Standing stone, Knockroe, Co. Cork
Co. Cork |
Stone Monuments
Beneath a south-facing slope in Knockroe, County Cork, there is a standing stone that no longer stands.
Around 1944, it was removed from the reclaimed pasture where it had sat for centuries and buried in the ground, its precise location now a matter of local memory rather than public record. What makes this particularly tantalising is that, according to local knowledge, the stone carried ogham markings. Ogham is an early medieval script, typically carved as a series of notches and strokes along the edge of a stone, and it represents one of the oldest surviving forms of written Irish. A marked stone buried in a field is, in its quiet way, a small archaeological loss.

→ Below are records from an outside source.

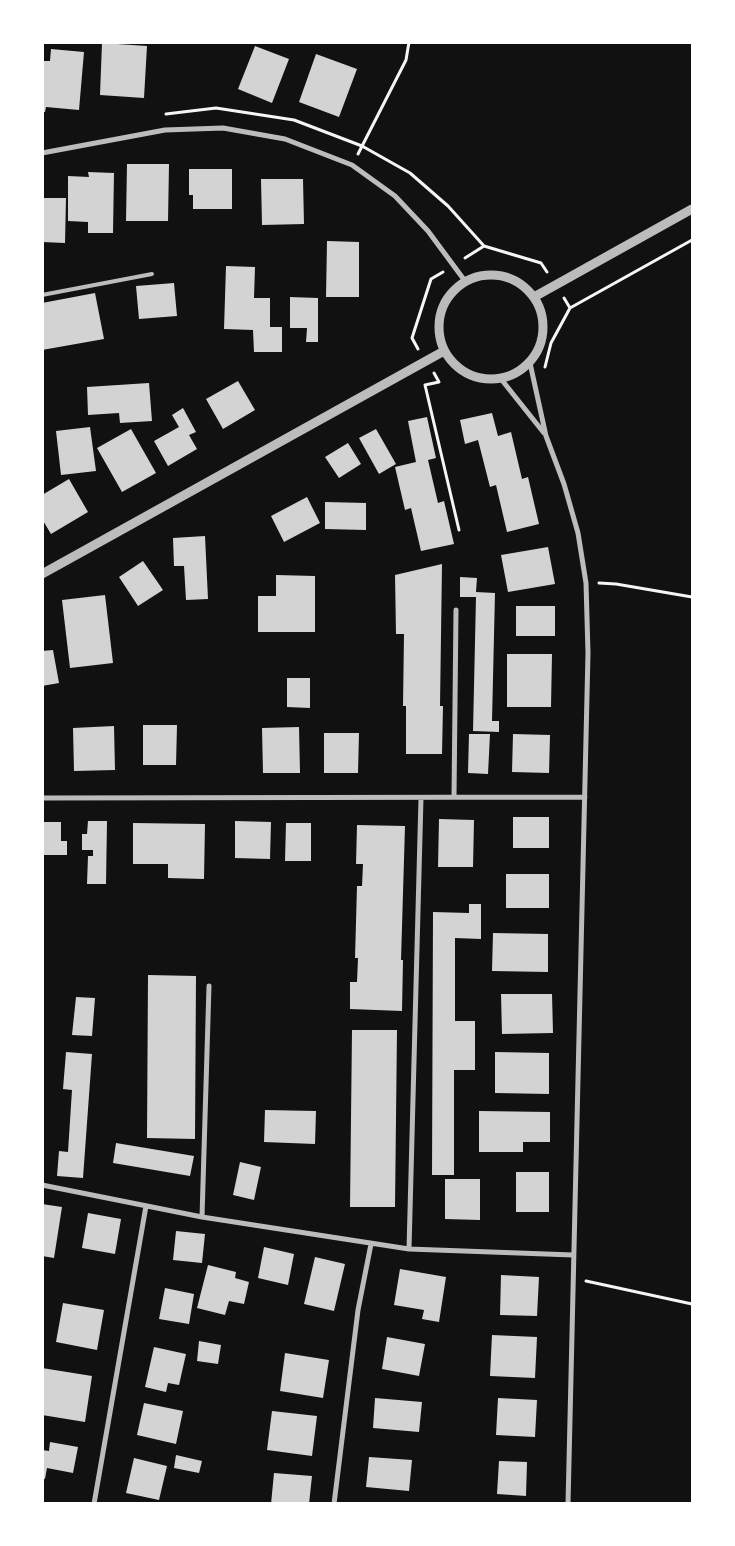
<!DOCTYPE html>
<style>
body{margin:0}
#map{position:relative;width:735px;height:1546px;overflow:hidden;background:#111;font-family:"Exo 2",sans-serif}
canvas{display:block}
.frame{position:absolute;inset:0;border:44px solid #fff;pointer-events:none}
</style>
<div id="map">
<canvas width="735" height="1546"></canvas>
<div class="frame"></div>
</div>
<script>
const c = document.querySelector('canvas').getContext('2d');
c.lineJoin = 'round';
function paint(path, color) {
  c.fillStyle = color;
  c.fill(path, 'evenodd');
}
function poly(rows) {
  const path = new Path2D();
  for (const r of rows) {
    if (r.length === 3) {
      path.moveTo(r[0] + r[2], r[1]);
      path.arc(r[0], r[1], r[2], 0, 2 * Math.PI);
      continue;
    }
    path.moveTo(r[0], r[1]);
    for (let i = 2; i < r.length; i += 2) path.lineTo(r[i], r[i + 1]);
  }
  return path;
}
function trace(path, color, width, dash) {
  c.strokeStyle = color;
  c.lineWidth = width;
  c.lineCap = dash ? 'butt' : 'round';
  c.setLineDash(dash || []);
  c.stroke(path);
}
paint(poly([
 [102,43,147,46,144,98,100,95],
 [255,46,289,59,272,103,238,89],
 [51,49,84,52,79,110,46,107,45,112,42,112,42,61,50,61],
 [316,54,357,69,339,117,299,102],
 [127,164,169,164,168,221,126,221],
 [189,169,232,169,232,209,193,209,193,195,189,195],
 [88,172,114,173,113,233,88,233,88,222,68,221,68,176,89,177],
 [261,179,303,179,304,224,262,225],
 [42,198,66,198,65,243,42,242],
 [327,241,359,242,359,297,326,297],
 [226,266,255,267,254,298,270,298,270,327,282,327,282,352,254,352,253,330,224,329],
 [174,283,177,316,139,319,136,286],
 [95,293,104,339,42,350,42,303],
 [290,297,318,298,318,342,306,342,307,328,290,328],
 [238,381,255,410,223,429,206,399],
 [149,383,152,421,120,423,119,413,88,415,87,387],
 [183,408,196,432,189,435,197,449,168,466,154,441,179,427,172,415],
 [492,413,498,436,511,432,522,479,528,477,539,524,507,532,496,485,490,487,478,440,465,444,460,420],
 [427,417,436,458,428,460,438,503,444,501,454,544,421,551,411,508,405,510,395,467,416,462,408,421],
 [90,427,96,471,61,475,56,431],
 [131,429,156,473,122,492,97,448],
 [376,429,396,464,379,474,359,438],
 [348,443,361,464,339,478,325,457],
 [69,479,88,512,51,534,42,519,42,495],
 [307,497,320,523,284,542,271,516],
 [325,502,366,503,366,530,325,529],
 [205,536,208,599,186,600,184,566,174,566,173,538],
 [548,547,555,584,508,592,501,555],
 [143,561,163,590,138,606,119,577],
 [442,564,440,706,443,706,442,754,406,754,406,706,403,706,404,634,396,634,395,575],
 [276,575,315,576,315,632,258,632,258,596,276,596],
 [460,577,477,578,476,592,495,593,492,721,499,721,499,732,473,731,476,597,460,597],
 [105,595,113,663,70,668,62,600],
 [516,606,555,606,555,636,516,636],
 [53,650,59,683,42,686,42,651],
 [507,654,552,654,551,707,507,707],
 [287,678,310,678,310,708,287,707],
 [143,725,177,725,176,765,143,765],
 [114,726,115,770,74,771,73,728],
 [299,727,300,773,263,773,262,728],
 [324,733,359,733,358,773,324,773],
 [469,734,490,734,488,774,468,773],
 [513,734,550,735,549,773,512,772],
 [513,817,549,817,549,848,513,848],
 [439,819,474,820,473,867,438,867],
 [88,821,107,821,106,884,87,884,88,856,93,856,93,850,82,850,82,834,87,834],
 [235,821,271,822,270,859,235,858],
 [42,822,61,822,61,841,67,841,67,855,42,855],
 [133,823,205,824,204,879,168,878,168,864,133,864],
 [286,823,311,823,311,861,285,861],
 [357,825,405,826,401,960,403,960,402,1011,350,1009,350,982,357,982,358,958,355,958,357,886,362,886,363,864,356,864],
 [506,874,549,874,549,908,506,908],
 [469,904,481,904,481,939,455,938,455,1021,475,1021,475,1070,454,1070,454,1175,432,1175,433,912,469,913],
 [493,933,548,934,548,972,492,971],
 [148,975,196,976,195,1139,147,1138],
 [501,994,552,994,553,1033,502,1034],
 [76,997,95,998,92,1036,72,1035],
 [352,1030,397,1030,395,1207,350,1207],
 [66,1052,92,1054,83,1178,57,1176,59,1151,68,1152,72,1090,63,1089],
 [495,1052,549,1053,549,1094,495,1093],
 [265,1110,316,1111,315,1144,264,1142],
 [479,1111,550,1112,550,1142,523,1142,523,1152,479,1152],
 [116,1143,194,1156,190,1176,113,1163],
 [240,1162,261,1167,254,1200,233,1195],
 [516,1172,549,1172,549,1212,516,1212],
 [445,1179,480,1179,480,1220,445,1219],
 [42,1204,62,1207,54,1258,42,1256],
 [88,1213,121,1219,115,1254,82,1248],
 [176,1231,205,1234,202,1263,173,1260],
 [264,1247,294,1254,288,1285,258,1278],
 [315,1257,345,1264,334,1311,304,1304],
 [208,1265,236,1272,235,1278,249,1282,244,1304,229,1301,225,1315,197,1308],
 [400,1269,446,1277,439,1322,422,1319,424,1310,394,1305],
 [501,1275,539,1277,537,1316,500,1315],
 [165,1288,194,1294,189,1324,159,1319],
 [63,1303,104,1310,97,1350,56,1342],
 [492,1335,537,1337,535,1378,490,1376],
 [387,1337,425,1344,419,1376,382,1369],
 [199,1341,221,1345,218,1364,197,1361],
 [154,1347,186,1354,179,1385,168,1383,166,1392,145,1387],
 [285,1353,329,1360,323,1398,280,1391],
 [42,1368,92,1376,85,1422,42,1415],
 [375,1398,422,1402,419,1432,373,1428],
 [498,1398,537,1400,535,1437,496,1435],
 [144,1403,183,1411,176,1444,137,1435],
 [272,1411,317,1416,312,1456,267,1450],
 [50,1442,78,1447,73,1473,47,1468,45,1479,42,1478,42,1450,49,1451],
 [176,1455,202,1461,199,1473,174,1468],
 [369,1457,412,1460,409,1491,366,1487],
 [134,1458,167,1466,159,1500,126,1493],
 [499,1461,527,1462,526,1496,497,1494],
 [274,1473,312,1476,309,1504,271,1504]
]), '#d3d3d3');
trace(poly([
 [166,114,216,108,294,120,362,146,410,173,448,206,484,246,541,263,547,272],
 [358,154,406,60,409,42],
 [465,258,484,246],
 [564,298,570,308],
 [418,349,412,338,431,279,443,272],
 [545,367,551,343,570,308,692,240],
 [434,373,439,382,425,385,459,530],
 [599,583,616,584,692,597],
 [586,1281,692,1304]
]), '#f5f5f5', 3);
trace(poly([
 [42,295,152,274]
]), '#bcbcbc', 4);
trace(poly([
 [42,153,165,130,223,128,285,139,352,165,395,196,428,231,465,281],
 [530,363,546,436,564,484,578,533,586,583,588,653,568,1504],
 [501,379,544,433],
 [454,797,456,610],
 [42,798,585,797],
 [42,1185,202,1217,409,1249,573,1255],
 [202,1217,209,986],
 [409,1249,421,798],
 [94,1504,146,1206],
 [334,1504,358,1310,371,1244]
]), '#bcbcbc', 5);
trace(poly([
 [491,327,52],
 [534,297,692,209],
 [42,574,444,351]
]), '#bcbcbc', 9);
</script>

The stone's history before its burial is itself a little puzzling. It does not appear on the Ordnance Survey six-inch maps of either 1842 or 1904, which suggests it was either overlooked by surveyors, already obscured, or perhaps not yet fully recognised for what it was. It stood to the north of a second possible standing stone on the same slope, the two forming what might have been a loose pairing in the landscape, though the nature of any relationship between them remains unclear. The absence of both from the historical maps, combined with the deliberate burial of one around the middle of the twentieth century, leaves a site that is less a visible monument than a question posed to the ground itself.